■ AIM OF THE TASK ■
Make a verbatim copy of the records; pictures stay out.

■ DATA SUPPLIED ■

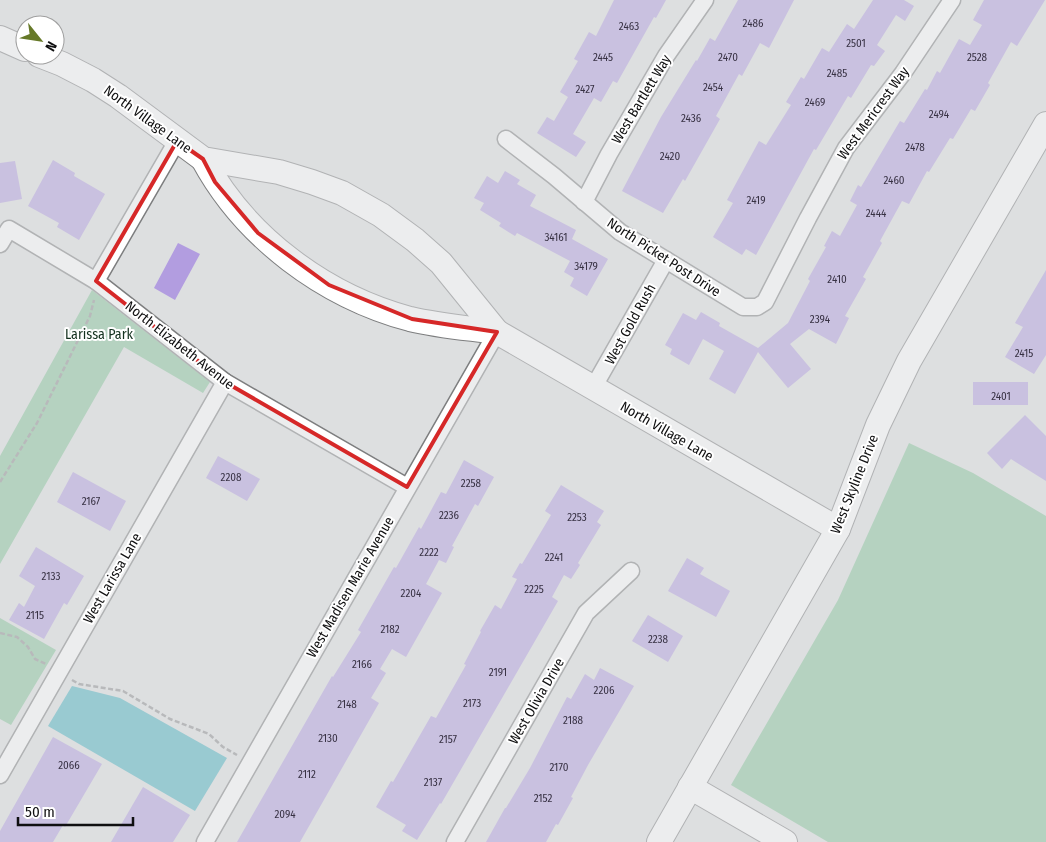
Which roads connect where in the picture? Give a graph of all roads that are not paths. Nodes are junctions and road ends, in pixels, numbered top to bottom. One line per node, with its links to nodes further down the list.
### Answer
1 (705, 0): 10 (street, West Bartlett Way)
2 (952, 0): 14 (street, West Mericrest Way)
3 (0, 38): 4 (street)
4 (15, 45)
5 (64, 65): 8 (street, North Village Lane)
6 (1046, 124): 19 (street, West Skyline Drive)
7 (506, 139): 10 (street, North Picket Post Drive)
8 (177, 141): 9 (street, North Village Lane); 13 (street)
9 (203, 159): 15 (street, North Village Lane); 15 (street, North Village Lane)
10 (584, 202): 12 (street, North Picket Post Drive)
11 (0, 244): 13 (street, North Elizabeth Avenue)
12 (666, 260): 14 (street, North Picket Post Drive); 17 (street, West Gold Rush)
13 (97, 288): 16 (street, North Elizabeth Avenue)
14 (757, 307)
15 (497, 332): 17 (street, North Village Lane); 18 (street, West Madisen Marie Avenue)
16 (225, 382): 18 (street, North Elizabeth Avenue); 21 (street, West Larissa Lane)
17 (593, 388): 19 (street, North Village Lane)
18 (407, 487): 23 (street, West Madisen Marie Avenue)
19 (838, 529): 22 (street, West Skyline Drive)
20 (630, 571): 24 (street, West Olivia Drive)
21 (0, 775)
22 (690, 788): 25 (street, West Skyline Drive); 26 (street)
23 (205, 842)
24 (455, 842)
25 (659, 842)
26 (785, 842)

■ SOLUTION TO THIS PROBLEM ■
Which roads connect where in the picture? Give a graph of all roads that are not paths. Nodes are junctions and road ends, in pixels, numbered top to bottom. One line per node, with its links to nodes further down the list.
### Answer
1 (705, 0): 10 (street, West Bartlett Way)
2 (952, 0): 14 (street, West Mericrest Way)
3 (0, 38): 4 (street)
4 (15, 45)
5 (64, 65): 8 (street, North Village Lane)
6 (1046, 124): 19 (street, West Skyline Drive)
7 (506, 139): 10 (street, North Picket Post Drive)
8 (177, 141): 9 (street, North Village Lane); 13 (street)
9 (203, 159): 15 (street, North Village Lane); 15 (street, North Village Lane)
10 (584, 202): 12 (street, North Picket Post Drive)
11 (0, 244): 13 (street, North Elizabeth Avenue)
12 (666, 260): 14 (street, North Picket Post Drive); 17 (street, West Gold Rush)
13 (97, 288): 16 (street, North Elizabeth Avenue)
14 (757, 307)
15 (497, 332): 17 (street, North Village Lane); 18 (street, West Madisen Marie Avenue)
16 (225, 382): 18 (street, North Elizabeth Avenue); 21 (street, West Larissa Lane)
17 (593, 388): 19 (street, North Village Lane)
18 (407, 487): 23 (street, West Madisen Marie Avenue)
19 (838, 529): 22 (street, West Skyline Drive)
20 (630, 571): 24 (street, West Olivia Drive)
21 (0, 775)
22 (690, 788): 25 (street, West Skyline Drive); 26 (street)
23 (205, 842)
24 (455, 842)
25 (659, 842)
26 (785, 842)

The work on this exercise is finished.